Slógadh

This is a winning poster in the 1992 Slógadh in Dundalk. I was in the Louis at the time. It was made into a shop sign (ar oscailt means open). Years later a neighbour told me he got a kick out of seeing an English girl winning an Irish language competition. I was chuffed that he remembered it. For more information about Slógadh, visit: https://www.gael-linn.ie/en/about-us/history

Bank of Ireland MasterCard

This was the winning design in a 1996 competition to design a new Bank of Ireland MasterCard to replace Access. It made it into a quarter of a million wallets.

Rationale:
Archery – the stuff of legend – from William Tell to Robin Hood – timeless and ancient art – found wherever there are communities of people, necessary for their survival. An archer stands on the world, his/her domain, just as it is with MasterCard. Master marksman/woman connotation. The bow forms the clock above the earth, crossing international time zones-up to the minute, convenient, twenty-four hours a day. The arrows shoot into space – there is the suggestion of the moon in the curve of the bow – limitless, universal, day or night. Straight to the mark, straight forward, no messing, as an arrow.

Belfast Child

A recent visit to the Titanic Experience in Belfast offered food for thought. My grandparents Anne and Johnny moved from Liverpool to Belfast during the Second World War to escape the bombs! The move was prompted because, on their way to the air-raid shelter, my toddler Aunt Mary was blown out of my grandfather’s arms.

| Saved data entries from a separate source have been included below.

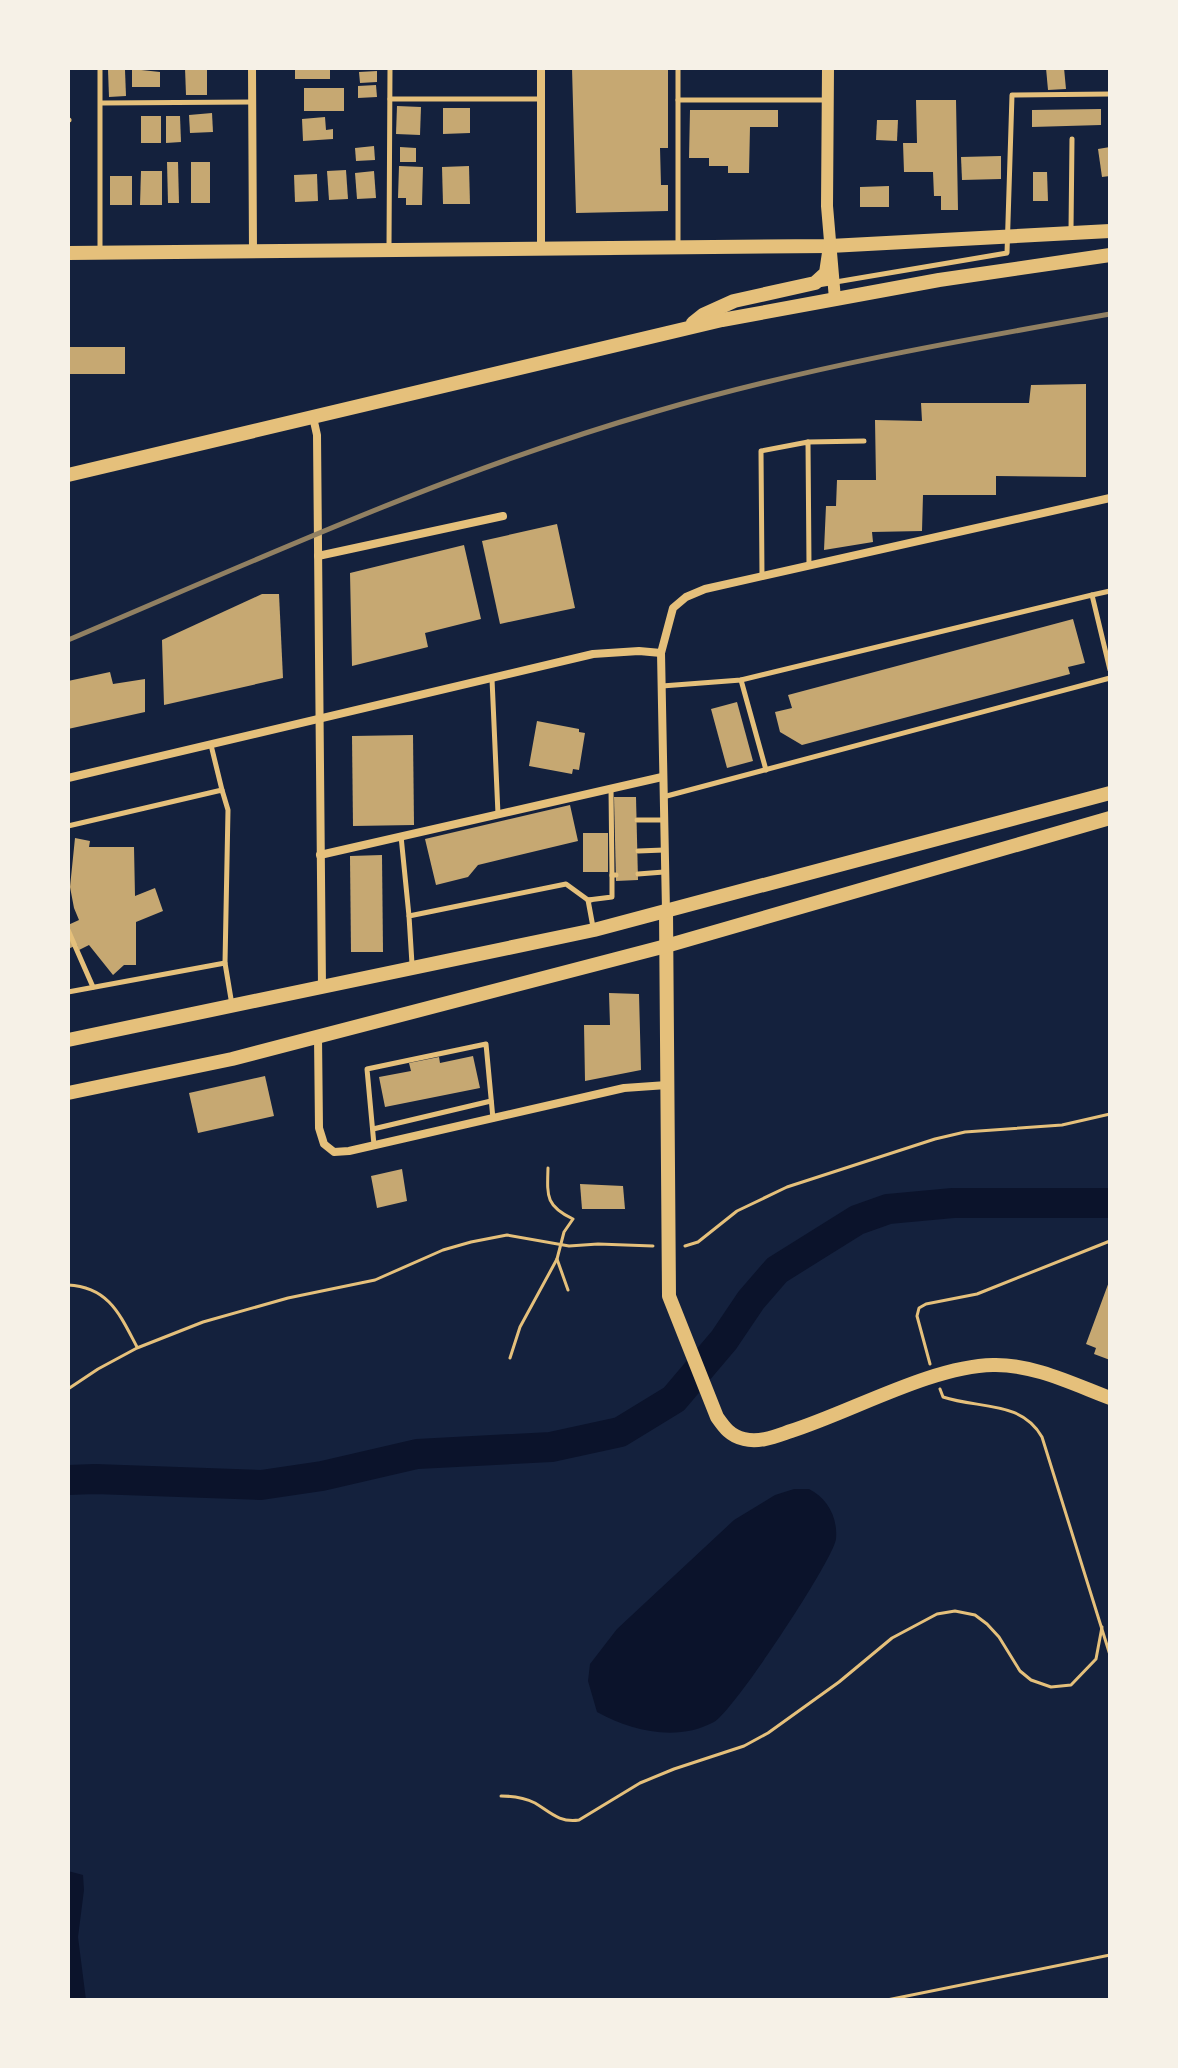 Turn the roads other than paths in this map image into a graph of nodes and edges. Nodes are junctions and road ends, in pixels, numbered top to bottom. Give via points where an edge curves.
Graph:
1 (100, 68) edge
2 (252, 68) edge
3 (390, 68) edge
4 (541, 68) edge
5 (678, 68) edge
6 (828, 68) edge
7 (1110, 94) edge
8 (390, 99) junction
9 (541, 99) junction
10 (678, 100) junction
11 (827, 100) junction
12 (252, 102) junction
13 (101, 103) junction
14 (1072, 139) dead end
15 (1110, 231) edge
16 (1071, 232) junction
17 (1010, 238) junction
18 (830, 246) junction
19 (678, 249) junction
20 (541, 251) junction
21 (100, 252) junction
22 (389, 252) junction
23 (68, 253) edge
24 (253, 253) junction
25 (1110, 255) edge
26 (833, 282) junction
27 (805, 287) junction
28 (835, 299) junction
29 (686, 328) junction
30 (313, 417) junction
31 (864, 441) dead end
32 (808, 442) junction
33 (68, 475) edge
34 (1110, 498) edge
35 (503, 516) dead end
36 (318, 556) junction
37 (809, 566) junction
38 (762, 576) junction
39 (1110, 591) edge
40 (1092, 595) junction
41 (661, 653) junction
42 (1110, 670) edge
43 (492, 678) junction
44 (1110, 678) edge
45 (741, 680) junction
46 (662, 686) junction
47 (320, 719) junction
48 (211, 744) junction
49 (766, 770) junction
50 (662, 777) junction
51 (68, 778) edge
52 (611, 789) junction
53 (222, 790) junction
54 (1110, 793) edge
55 (663, 797) junction
56 (498, 814) junction
57 (1110, 818) edge
58 (637, 820) dead end
59 (663, 820) junction
60 (68, 826) edge
61 (401, 836) junction
62 (664, 850) junction
63 (638, 851) dead end
64 (320, 855) junction
65 (664, 872) junction
66 (638, 874) dead end
67 (588, 900) junction
68 (666, 911) junction
69 (409, 916) junction
70 (68, 930) edge
71 (594, 930) junction
72 (666, 946) junction
73 (225, 963) junction
74 (413, 968) junction
75 (93, 987) junction
76 (322, 987) junction
77 (68, 992) edge
78 (232, 1006) junction
79 (318, 1037) junction
80 (68, 1040) edge
81 (667, 1085) junction
82 (68, 1093) edge
83 (491, 1101) junction
84 (493, 1119) junction
85 (373, 1129) junction
86 (375, 1146) junction
87 (1110, 1398) edge

1 - 13 lane
2 - 12 street
3 - 8 lane
4 - 9 street
5 - 10 lane
6 - 11 street
7 - 17 lane via 1012,95
8 - 9 lane
8 - 22 lane
9 - 20 street
10 - 11 lane
10 - 19 lane
11 - 18 street
12 - 13 lane
12 - 24 street
13 - 21 lane
14 - 16 lane
15 - 16 main road
16 - 17 main road
17 - 18 main road
17 - 26 lane via 1007,253
18 - 19 main road
18 - 26 street
18 - 27 main road via 826,273
19 - 20 main road
20 - 22 main road
21 - 23 main road
21 - 24 main road
22 - 24 main road
25 - 28 main road
26 - 27 lane
26 - 28 street
27 - 29 main road via 734,301
28 - 29 main road
29 - 30 main road
30 - 33 main road
30 - 36 street
31 - 32 lane
32 - 37 lane
32 - 38 lane via 761,451
34 - 37 street
35 - 36 street
36 - 47 street
37 - 38 street
38 - 41 street via 686,597 673,608
39 - 40 lane
40 - 42 lane
40 - 45 lane
41 - 43 street via 593,654
41 - 46 street
43 - 47 street
43 - 56 lane
44 - 49 lane
45 - 46 lane
45 - 49 lane
46 - 50 street
47 - 48 street
47 - 64 street
48 - 51 street
48 - 53 lane
49 - 55 lane
50 - 52 street
50 - 55 street
52 - 56 street
52 - 67 lane via 612,897
53 - 60 lane
53 - 73 lane via 228,810
54 - 68 main road
55 - 59 street
56 - 61 street
57 - 72 main road
58 - 59 lane
59 - 62 street
61 - 64 street
61 - 69 lane
62 - 63 lane
62 - 65 street
64 - 76 street
65 - 66 lane
65 - 68 street
67 - 69 lane via 566,884
67 - 71 lane
68 - 71 main road
68 - 72 main road
69 - 74 lane
70 - 75 lane
71 - 74 main road
72 - 79 main road
72 - 81 main road
73 - 75 lane
73 - 78 lane
74 - 76 main road
75 - 77 lane
76 - 78 main road
78 - 80 main road
79 - 82 main road
79 - 86 street via 319,1128 324,1144 334,1152
81 - 84 street via 624,1088
81 - 87 main road via 669,1296 717,1417 728,1432 760,1440 974,1367 1034,1370
83 - 84 lane
83 - 85 lane
83 - 85 lane via 486,1044 367,1069
84 - 86 street
85 - 86 lane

Johnny got a job in Harland and Wolff. He must have made a convincing Protestant, because he worked there for five years. One day his friend spotted that he had a white cross, drawn in chalk, on the back of his coat. So the family relocated again, to County Louth, and his homeplace between Hackballscross and Inniskeen.

The Titanic showed that during the 1940s H & W specialised in building warships. We do not actually know what job Johnny had there.

My father was born in Belfast. At one point my grandmother was making two trips a day on the train to Éire, with tea secreted about the person of her infant child. Rationing was in place. This was just the start of his smuggling career. As a child he graduated to bringing across butter from South Armagh on a bicycle. But that is for another story.